- About this task -
Here are the records. Write out exactly the lines between the one holding "static cairo_t *cr;" and the one holding "cairo_set_source_surface(cr, image, x, y);", inclusive.
(Beginning of Records supplied)
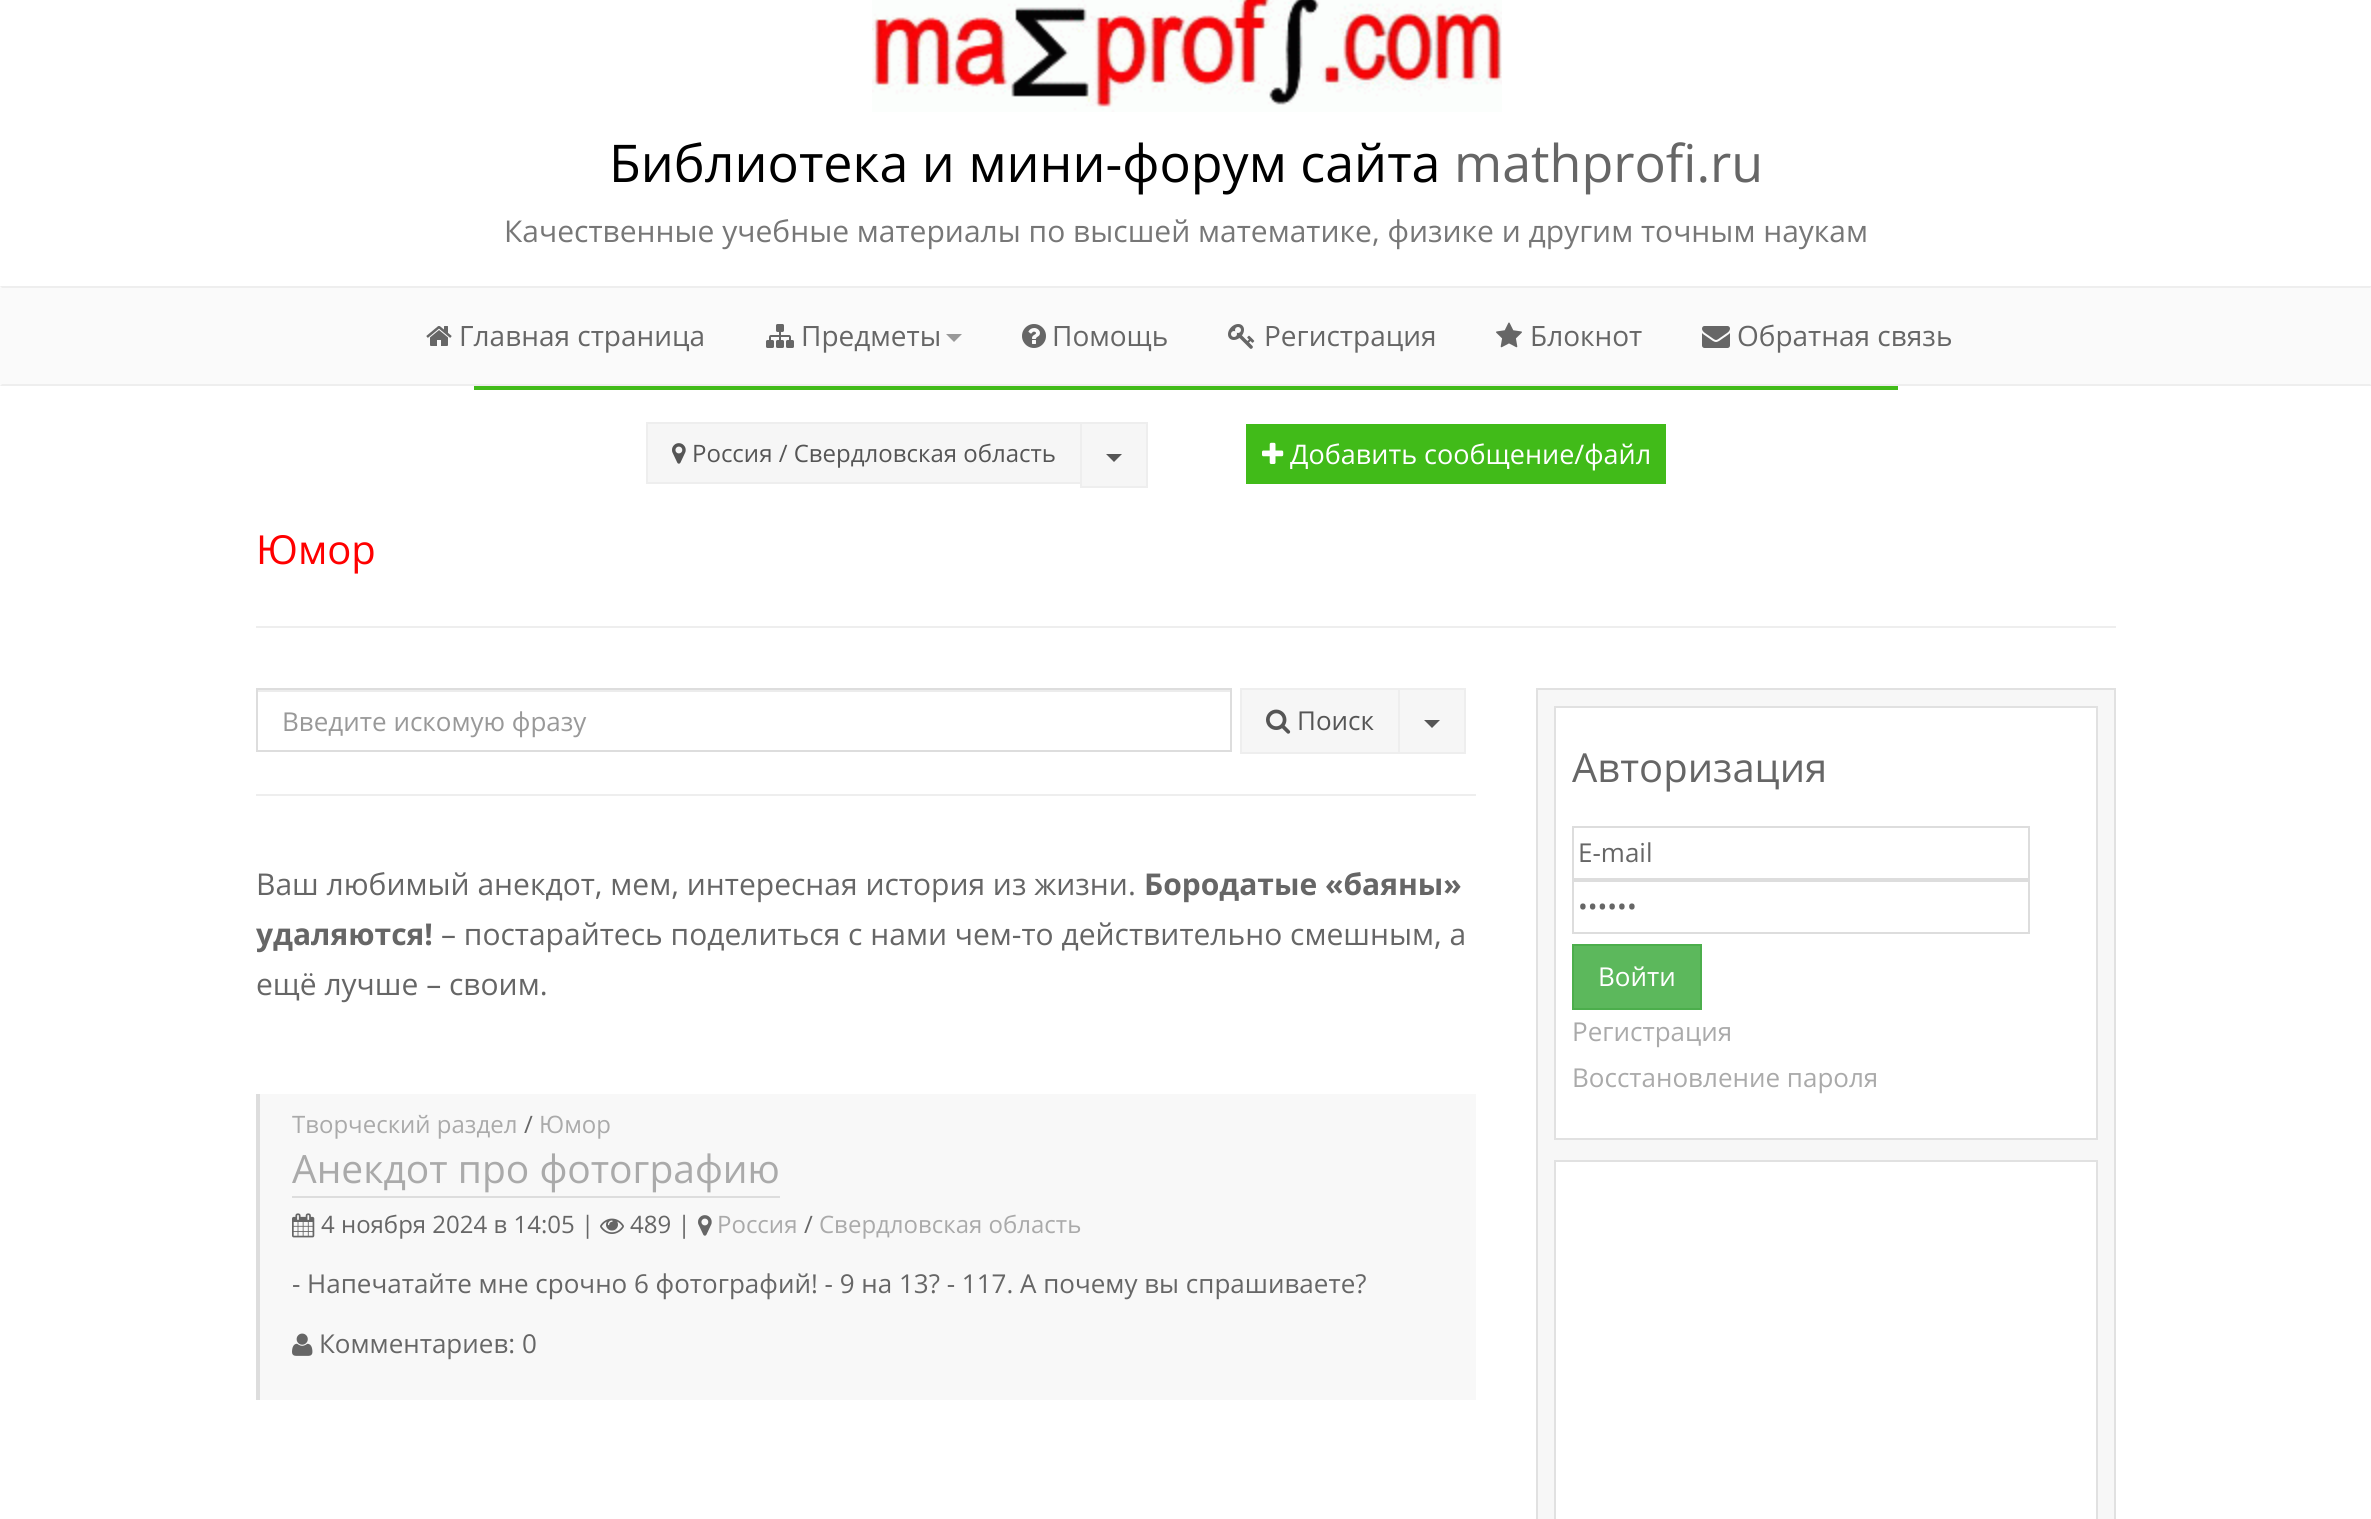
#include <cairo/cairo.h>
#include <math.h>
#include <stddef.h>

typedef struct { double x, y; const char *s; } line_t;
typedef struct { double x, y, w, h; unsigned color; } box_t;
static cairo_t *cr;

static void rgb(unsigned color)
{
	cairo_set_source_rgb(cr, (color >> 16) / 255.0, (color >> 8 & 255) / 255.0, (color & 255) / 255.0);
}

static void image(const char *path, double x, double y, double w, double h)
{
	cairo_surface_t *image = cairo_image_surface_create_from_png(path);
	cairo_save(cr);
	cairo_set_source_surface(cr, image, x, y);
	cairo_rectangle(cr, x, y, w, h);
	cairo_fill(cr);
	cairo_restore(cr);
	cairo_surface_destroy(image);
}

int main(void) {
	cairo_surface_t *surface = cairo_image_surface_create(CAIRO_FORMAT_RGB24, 2371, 1519);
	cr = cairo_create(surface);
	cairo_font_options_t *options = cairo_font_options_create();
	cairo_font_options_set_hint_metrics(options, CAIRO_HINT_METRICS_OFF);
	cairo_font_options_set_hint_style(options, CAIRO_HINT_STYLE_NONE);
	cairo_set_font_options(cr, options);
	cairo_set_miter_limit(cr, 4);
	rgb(0xffffff);
	cairo_paint(cr);
	image("img/1.png", 872, 0, 630, 112);
	rgb(0xfafafa);
	cairo_rectangle(cr, 0, 286, 2371, 100);
	cairo_fill(cr);
	rgb(0xeeeeee);
	cairo_new_path(cr);
	cairo_move_to(cr, 0, 286);
	cairo_line_to(cr, 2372, 286);
	cairo_line_to(cr, 2370, 288);
	cairo_line_to(cr, 2, 288);
	cairo_close_path(cr);
	cairo_fill(cr);
	cairo_new_path(cr);
	cairo_move_to(cr, 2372, 386);
	cairo_line_to(cr, 0, 386);
	cairo_line_to(cr, 2, 384);
	cairo_line_to(cr, 2370, 384);
	cairo_close_path(cr);
	cairo_fill(cr);
	image("img/2.png", 426, 326, 26, 20);
	image("img/3.png", 766, 324, 28, 24);
	rgb(0x999999);
	cairo_new_path(cr);
	cairo_move_to(cr, 946, 334);
	cairo_line_to(cr, 962, 334);
	cairo_line_to(cr, 954, 342);
	cairo_close_path(cr);
	cairo_fill(cr);
	image("img/4.png", 1022, 324, 24, 24);
	image("img/5.png", 1228, 324, 27, 25);
	image("img/6.png", 1496, 322, 26, 26);
	image("img/7.png", 1702, 326, 28, 22);
	rgb(0x41bb19);
	cairo_rectangle(cr, 474, 386, 1424, 4);
	cairo_fill(cr);
	rgb(0xf6f6f6);
	cairo_rectangle(cr, 647, 423, 434, 60);
	cairo_fill_preserve(cr);
	rgb(0xeeeeee);
	cairo_stroke(cr);
	image("img/8.png", 672, 443, 14, 21);
	rgb(0xf6f6f6);
	cairo_rectangle(cr, 1081, 423, 66, 64);
	cairo_fill_preserve(cr);
	rgb(0xeeeeee);
	cairo_stroke(cr);
	rgb(0x555555);
	cairo_new_path(cr);
	cairo_move_to(cr, 1106, 454);
	cairo_line_to(cr, 1122, 454);
	cairo_line_to(cr, 1114, 462);
	cairo_close_path(cr);
	cairo_fill(cr);
	rgb(0x41bb19);
	cairo_rectangle(cr, 1246, 424, 420, 60);
	cairo_fill(cr);
	image("img/9.png", 1262, 442, 22, 22);
	rgb(0xeeeeee);
	cairo_rectangle(cr, 256, 626, 1860, 2);
	cairo_fill(cr);
	rgb(0xececec);
	cairo_rectangle(cr, 258, 690, 972, 2);
	cairo_fill(cr);
	cairo_rectangle(cr, 257, 689, 974, 62);
	rgb(0xdddddd);
	cairo_stroke(cr);
	rgb(0xf6f6f6);
	cairo_rectangle(cr, 1241, 689, 158, 64);
	cairo_fill_preserve(cr);
	rgb(0xeeeeee);
	cairo_stroke(cr);
	image("img/10.png", 1266, 709, 25, 25);
	rgb(0xf6f6f6);
	cairo_rectangle(cr, 1399, 689, 66, 64);
	cairo_fill_preserve(cr);
	rgb(0xeeeeee);
	cairo_stroke(cr);
	rgb(0x555555);
	cairo_new_path(cr);
	cairo_move_to(cr, 1424, 720);
	cairo_line_to(cr, 1440, 720);
	cairo_line_to(cr, 1432, 728);
	cairo_close_path(cr);
	cairo_fill(cr);
	{
		static const box_t items[] = {
			{256, 794, 1220, 2, 0xeeeeee},
			{260, 1094, 1216, 306, 0xf8f8f8},
			{256, 1094, 4, 306, 0xdddddd},
			{292, 1196, 488, 2, 0xdddddd},
		};
		for (size_t i = 0; i < sizeof items / sizeof *items; i++) {
			rgb(items[i].color);
			cairo_rectangle(cr, items[i].x, items[i].y, items[i].w, items[i].h);
			cairo_fill(cr);
		}
	}
	image("img/11.png", 292, 1213, 23, 25);
	image("img/12.png", 600, 1218, 24, 16);
	image("img/13.png", 698, 1215, 14, 21);
	image("img/14.png", 292, 1333, 21, 23);
	rgb(0xf7f7f7);
	cairo_rectangle(cr, 1537, 689, 578, 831);
	cairo_fill_preserve(cr);
	rgb(0xe1e1e1);
	cairo_stroke(cr);
	rgb(0xffffff);
	cairo_rectangle(cr, 1555, 707, 542, 432);
	cairo_fill_preserve(cr);
	rgb(0xe1e1e1);
	cairo_stroke(cr);
	cairo_rectangle(cr, 1573, 827, 456, 52);
	rgb(0xdddddd);
	cairo_stroke(cr);
	cairo_rectangle(cr, 1573, 881, 456, 52);
	cairo_stroke(cr);
	rgb(0x5cb85c);
	cairo_rectangle(cr, 1573, 945, 128, 64);
	cairo_fill_preserve(cr);
	rgb(0x4cae4c);
	cairo_stroke(cr);
	rgb(0xffffff);
	cairo_rectangle(cr, 1555, 1161, 542, 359);
	cairo_fill_preserve(cr);
	rgb(0xe1e1e1);
	cairo_stroke(cr);
	cairo_select_font_face(cr, "Open Sans", CAIRO_FONT_SLANT_NORMAL, CAIRO_FONT_WEIGHT_NORMAL);
	cairo_set_font_size(cr, 52);
	rgb(0x000000);
	cairo_move_to(cr, 609, 182);
	cairo_show_text(cr, "Библиотека и мини-форум сайта");
	rgb(0x666666);
	cairo_move_to(cr, 1454, 182);
	cairo_show_text(cr, "mathprofi.ru");
	cairo_set_font_size(cr, 30);
	rgb(0x777777);
	cairo_move_to(cr, 504, 242);
	cairo_show_text(cr, "Качественные учебные материалы по высшей математике, физике и другим точным наукам");
	cairo_set_font_size(cr, 28);
	rgb(0x666666);
	{
		static const line_t items[] = {
			{459, 346, "Главная страница"},
			{801, 346, "Предметы"},
			{1052, 346, "Помощь"},
			{1264, 346, "Регистрация"},
			{1530, 346, "Блокнот"},
			{1737, 346, "Обратная связь"},
		};
		for (size_t i = 0; i < sizeof items / sizeof *items; i++) {
			cairo_move_to(cr, items[i].x, items[i].y);
			cairo_show_text(cr, items[i].s);
		}
	}
	cairo_set_font_size(cr, 24);
	rgb(0x555555);
	cairo_move_to(cr, 692, 462);
	cairo_show_text(cr, "Россия / Свердловская область");
	cairo_set_font_size(cr, 27);
	rgb(0xffffff);
	cairo_move_to(cr, 1290, 464);
	cairo_show_text(cr, "Добавить сообщение/файл");
	cairo_set_font_size(cr, 40);
	rgb(0xff0000);
	cairo_move_to(cr, 256, 564);
	cairo_show_text(cr, "Юмор");
	cairo_set_font_size(cr, 26);
	rgb(0x999999);
	cairo_move_to(cr, 282, 731);
	cairo_show_text(cr, "Введите искомую фразу");
	rgb(0x555555);
	cairo_move_to(cr, 1297, 730);
	cairo_show_text(cr, "Поиск");
	cairo_set_font_size(cr, 30);
	rgb(0x666666);
	cairo_move_to(cr, 256, 895);
	cairo_show_text(cr, "Ваш любимый анекдот, мем, интересная история из жизни.");
	cairo_select_font_face(cr, "Open Sans", CAIRO_FONT_SLANT_NORMAL, CAIRO_FONT_WEIGHT_BOLD);
	cairo_move_to(cr, 1144, 895);
	cairo_show_text(cr, "Бородатые «баяны»");
	cairo_move_to(cr, 256, 945);
	cairo_show_text(cr, "удаляются!");
	cairo_select_font_face(cr, "Open Sans", CAIRO_FONT_SLANT_NORMAL, CAIRO_FONT_WEIGHT_NORMAL);
	cairo_move_to(cr, 441, 945);
	cairo_show_text(cr, "– постарайтесь поделиться с нами чем-то действительно смешным, а");
	cairo_move_to(cr, 256, 995);
	cairo_show_text(cr, "ещё лучше – своим.");
	cairo_set_font_size(cr, 24);
	rgb(0xaaaaaa);
	cairo_move_to(cr, 292, 1133);
	cairo_show_text(cr, "Творческий раздел");
	rgb(0x666666);
	cairo_move_to(cr, 524, 1133);
	cairo_show_text(cr, "/");
	rgb(0xaaaaaa);
	cairo_move_to(cr, 539, 1133);
	cairo_show_text(cr, "Юмор");
	cairo_set_font_size(cr, 39);
	cairo_move_to(cr, 292, 1183);
	cairo_show_text(cr, "Анекдот про фотографию");
	cairo_set_font_size(cr, 24);
	rgb(0x666666);
	cairo_move_to(cr, 321, 1233);
	cairo_show_text(cr, "4 ноября 2024 в 14:05 |");
	cairo_move_to(cr, 630, 1233);
	cairo_show_text(cr, "489 |");
	rgb(0xaaaaaa);
	cairo_move_to(cr, 717, 1233);
	cairo_show_text(cr, "Россия");
	rgb(0x666666);
	cairo_move_to(cr, 804, 1233);
	cairo_show_text(cr, "/");
	rgb(0xaaaaaa);
	cairo_move_to(cr, 819, 1233);
	cairo_show_text(cr, "Свердловская область");
	cairo_set_font_size(cr, 26);
	rgb(0x666666);
	cairo_move_to(cr, 292, 1293);
	cairo_show_text(cr, "- Напечатайте мне срочно 6 фотографий! - 9 на 13? - 117. А почему вы спрашиваете?");
	cairo_move_to(cr, 319, 1353);
	cairo_show_text(cr, "Комментариев: 0");
	cairo_set_font_size(cr, 40);
	cairo_move_to(cr, 1572, 782);
	cairo_show_text(cr, "Авторизация");
	cairo_set_font_size(cr, 26);
	cairo_move_to(cr, 1578, 862);
	cairo_show_text(cr, "E-mail");
	cairo_move_to(cr, 1578, 916);
	cairo_show_text(cr, "••••••");
	rgb(0xffffff);
	cairo_move_to(cr, 1598, 986);
	cairo_show_text(cr, "Войти");
	rgb(0xaaaaaa);
	cairo_move_to(cr, 1572, 1041);
	cairo_show_text(cr, "Регистрация");
	cairo_move_to(cr, 1572, 1087);
	cairo_show_text(cr, "Восстановление пароля");
	cairo_surface_write_to_png(surface, "page.png");
	cairo_font_options_destroy(options);
	cairo_destroy(cr);
	cairo_surface_destroy(surface);
	return 0;
}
(End of Records supplied)
- Response box -
static cairo_t *cr;

static void rgb(unsigned color)
{
	cairo_set_source_rgb(cr, (color >> 16) / 255.0, (color >> 8 & 255) / 255.0, (color & 255) / 255.0);
}

static void image(const char *path, double x, double y, double w, double h)
{
	cairo_surface_t *image = cairo_image_surface_create_from_png(path);
	cairo_save(cr);
	cairo_set_source_surface(cr, image, x, y);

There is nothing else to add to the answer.